The text of the threatening UK letter, released by the Ecuadoran government, reads:
“You need to be aware that there is a legal base in the UK, the Diplomatic and Consular Premises Act 1987, that would allow us to take actions in order to arrest Mr Assange in the current premises of the Embassy.
“We sincerely hope that we do not reach that point, but if you are not capable of resolving this matter of Mr Assange’s presence in your premises, this is an open option for us...
“...We need to reiterate that we consider the continued use of the diplomatic premises in this way incompatible with the Vienna Convention and unsustainable and we have made clear the serious implications that this has for our diplomatic relations.”

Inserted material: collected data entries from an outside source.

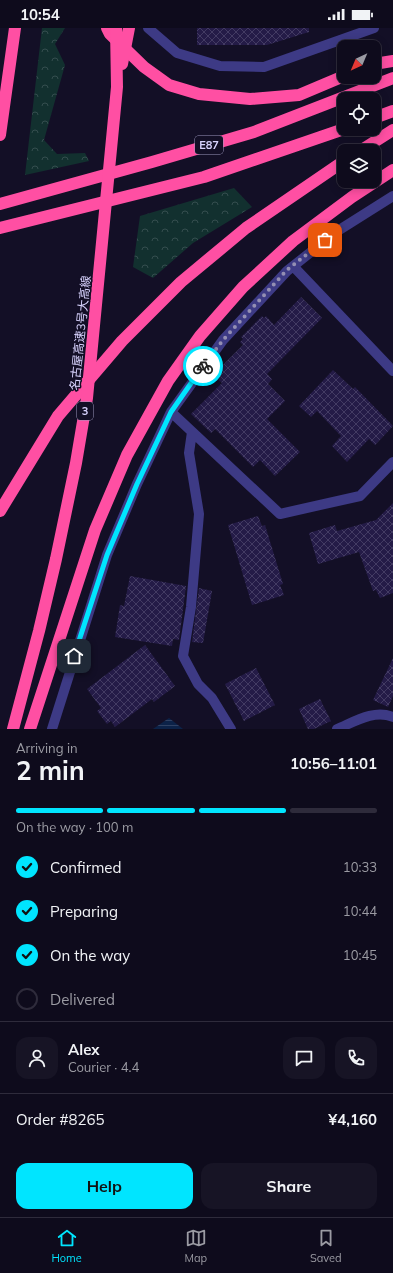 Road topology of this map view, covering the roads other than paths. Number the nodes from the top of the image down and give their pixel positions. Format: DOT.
graph roads {
  1 [pos="15,28"];
  2 [pos="106,28"];
  3 [pos="116,28"];
  4 [pos="129,28"];
  5 [pos="148,28"];
  6 [pos="374,28"];
  7 [pos="393,61"];
  8 [pos="381,63"];
  9 [pos="393,78"];
  10 [pos="337,79"];
  11 [pos="117,87"];
  12 [pos="393,111"];
  13 [pos="381,115"];
  14 [pos="393,130"];
  15 [pos="337,131"];
  16 [pos="0,135"];
  17 [pos="371,144"];
  18 [pos="337,166"];
  19 [pos="393,170"];
  20 [pos="393,196"];
  21 [pos="0,204"];
  22 [pos="0,228"];
  23 [pos="293,266"];
  24 [pos="393,371"];
  25 [pos="171,412"];
  26 [pos="192,432"];
  27 [pos="393,462"];
  28 [pos="0,511"];
  29 [pos="393,717"];
  30 [pos="13,729"];
  31 [pos="30,729"];
  32 [pos="52,729"];
  33 [pos="231,729"];
  34 [pos="337,729"];
  1 -- 16 [label="highway"];
  2 -- 10 [label="highway"];
  3 -- 11 [label="highway, 名古屋高速3号大高線 / 3, bridge"];
  4 -- 11 [label="highway, bridge"];
  5 -- 6 [label="street"];
  7 -- 8 [label="highway"];
  9 -- 21 [label="highway, E87"];
  11 -- 30 [label="highway, 名古屋高速3号大高線 / 3, bridge"];
  12 -- 13 [label="highway"];
  14 -- 17 [label="highway"];
  15 -- 22 [label="highway, E87"];
  18 -- 28 [label="highway"];
  19 -- 31 [label="highway"];
  20 -- 23 [label="street"];
  23 -- 24 [label="street"];
  23 -- 25 [label="street"];
  25 -- 26 [label="street"];
  25 -- 32 [label="street"];
  26 -- 27 [label="street"];
  26 -- 33 [label="street"];
  29 -- 34 [label="street"];
} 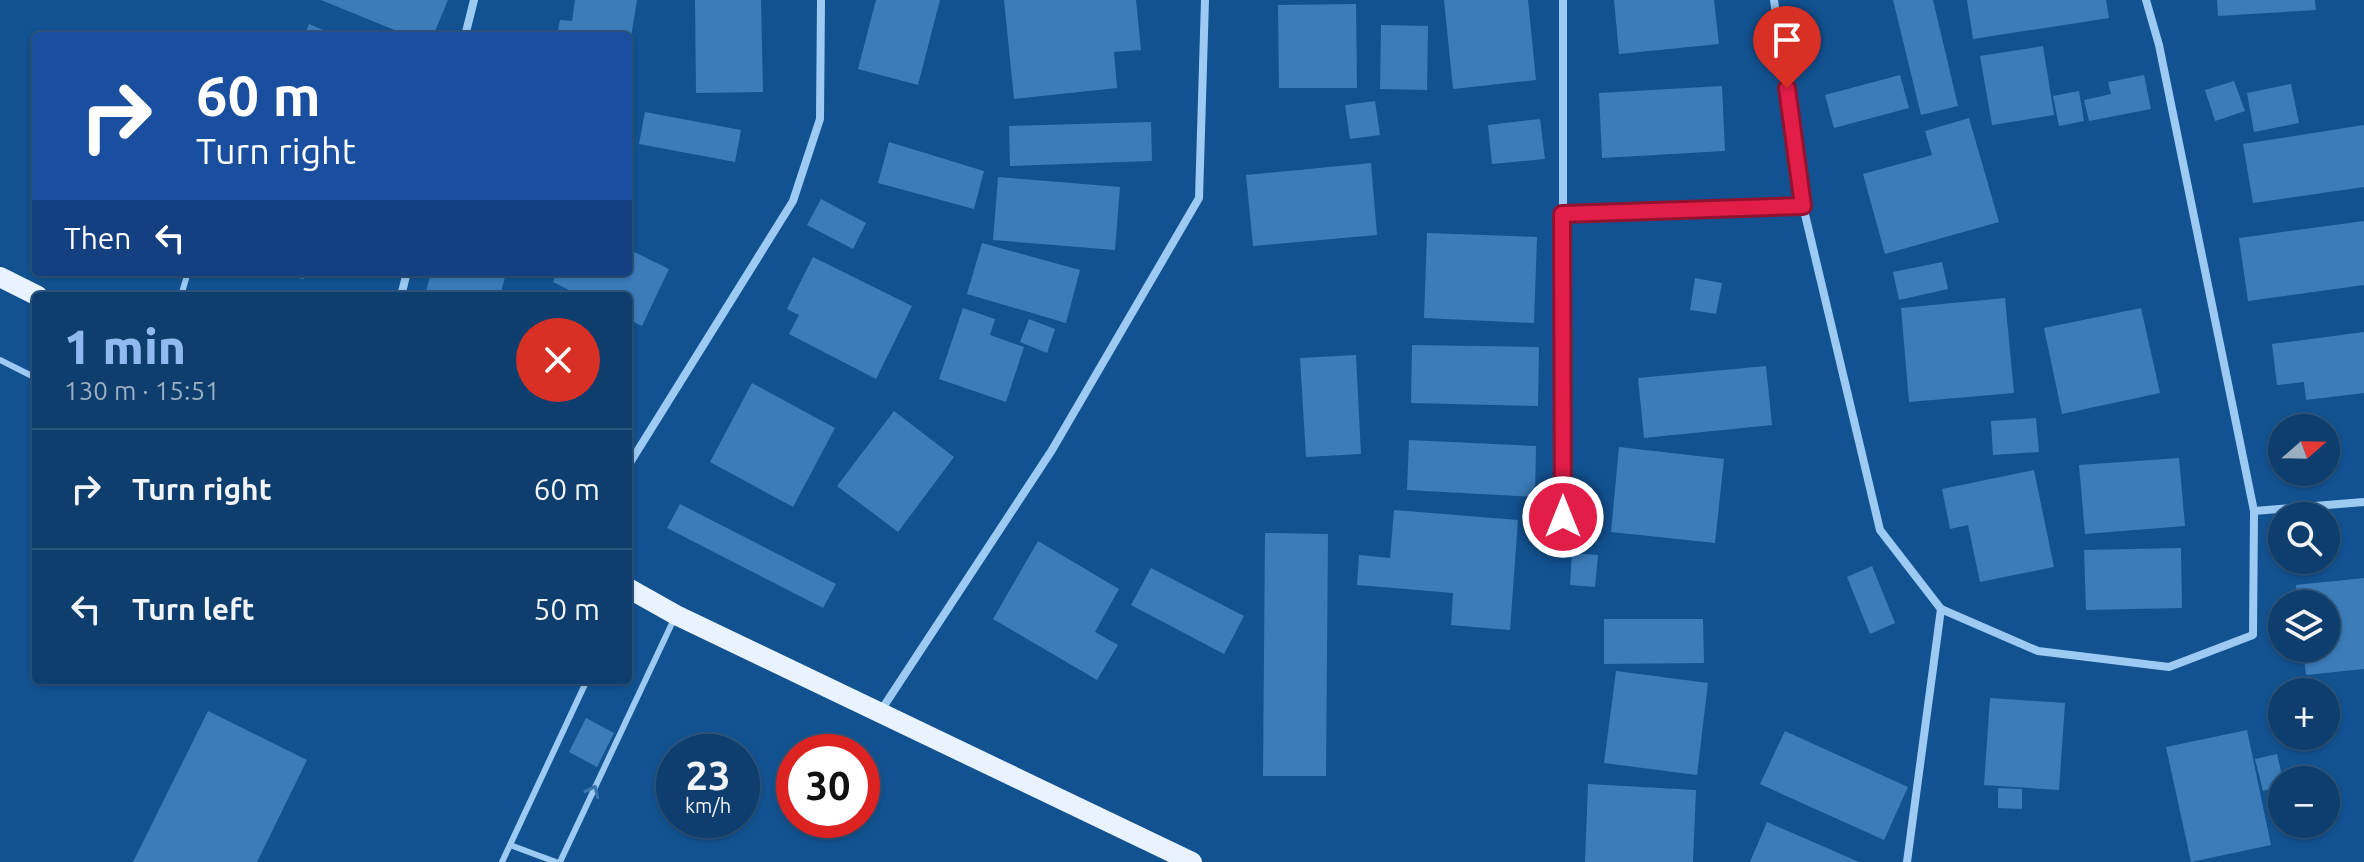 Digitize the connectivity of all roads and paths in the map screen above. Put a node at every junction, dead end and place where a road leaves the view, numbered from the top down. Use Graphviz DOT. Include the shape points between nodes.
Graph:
graph roads {
  1 [pos="474,0"];
  2 [pos="821,0"];
  3 [pos="1205,0"];
  4 [pos="1563,0"];
  5 [pos="1774,0"];
  6 [pos="2146,0"];
  7 [pos="466,32"];
  8 [pos="1803,206"];
  9 [pos="1562,214"];
  10 [pos="0,277"];
  11 [pos="32,293"];
  12 [pos="0,360"];
  13 [pos="32,376"];
  14 [pos="632,460"];
  15 [pos="2364,502"];
  16 [pos="2254,511"];
  17 [pos="1563,517"];
  18 [pos="632,591"];
  19 [pos="1941,609"];
  20 [pos="676,615"];
  21 [pos="585,684"];
  22 [pos="880,713"];
  23 [pos="510,845"];
  24 [pos="502,862"];
  25 [pos="558,862"];
  26 [pos="1192,862"];
  27 [pos="1907,862"];
  1 -- 7 [label="street"];
  2 -- 14 [label="street" via="820,119 793,201"];
  3 -- 22 [label="street" via="1199,198 1052,450"];
  4 -- 9 [label="street"];
  5 -- 8 [label="street"];
  6 -- 16 [label="street"];
  8 -- 9 [label="street"];
  8 -- 19 [label="street" via="1880,530"];
  9 -- 17 [label="street"];
  10 -- 11 [label="main road"];
  12 -- 13 [label="lane"];
  15 -- 16 [label="street"];
  16 -- 19 [label="street" via="2253,635 2169,667 2038,651"];
  18 -- 20 [label="main road"];
  19 -- 27 [label="street"];
  20 -- 22 [label="main road"];
  25 -- 20 [label="lane, one-way"];
  21 -- 23 [label="lane"];
  22 -- 26 [label="main road"];
  23 -- 24 [label="lane"];
  23 -- 25 [label="lane"];
}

A letter sent to the government of Ecuador by the British Embassy in Quito was even more explicit, saying:
“We must arrest Mr. Assange and extradite him to Sweden. Should you grant him asylum, and then request safe passage for him, we will refuse it. We consider Assange’s use of diplomatic premises to be incompatible with the Vienna Convention on Diplomatic Relations, and not sustainable. Under the Diplomatic and Consular Premises Act of 1987, we have a legal basis to arrest Mr. Assange inside your embassy. If you cannot resolve the issue of Mr. Assange’s presence on your premises, then this route is open to us.”
Clearly, this threat is ridiculous on its face, given that the <http://untreaty.un.org/ilc/texts/instruments/english/conventions/9_1_1961.pdf>Vienna Convention is unambiguous in stating that embassies are inviolate. As Article 22 of the Convention puts it:
1.The premises of the mission shall be inviolable. The agents of the receiving State may not enter
them, except with the consent of the head of the mission.
2.The receiving State is under a special duty to take all appropriate steps to protect the premises
of the mission against any intrusion or damage and to prevent any disturbance of the peace of the
mission or impairment of its dignity.
3.The premises of the mission, their furnishings and other property thereon and the means of
transport of the mission shall be immune from search, requisition, attachment or execution.
There's not a lot of wiggle room left there for sending police barging into an embassy to grab someone. The British government’s assertion that somehow the Ecuador Embassy, by granting Assange asylum from deportation to Sweden and possibly to the US (which reportedly has a secret sealed indictment waiting for him), is “misusing” its embassy grounds and is thus not protected by the Vienna Convention is both absurd and dangerous. The ability of embassies to grant people asylum without fear of invasion by forces from the host country has been recognized for centuries, with its roots going back to the Greeks and Egyptians, and even at the coldest period of the Cold War, it was honored by rival states like Britain, the US, and the Soviet Union. If Assange, whose most serious “crime” at this point is skipping out on bail in Britain, can be rousted from asylum in a foreign embassy, what does that mean for those people charged with “crimes” in countries like China or Cuba who may in the future seek asylum from persecution or prosecution in a British or a US embassy?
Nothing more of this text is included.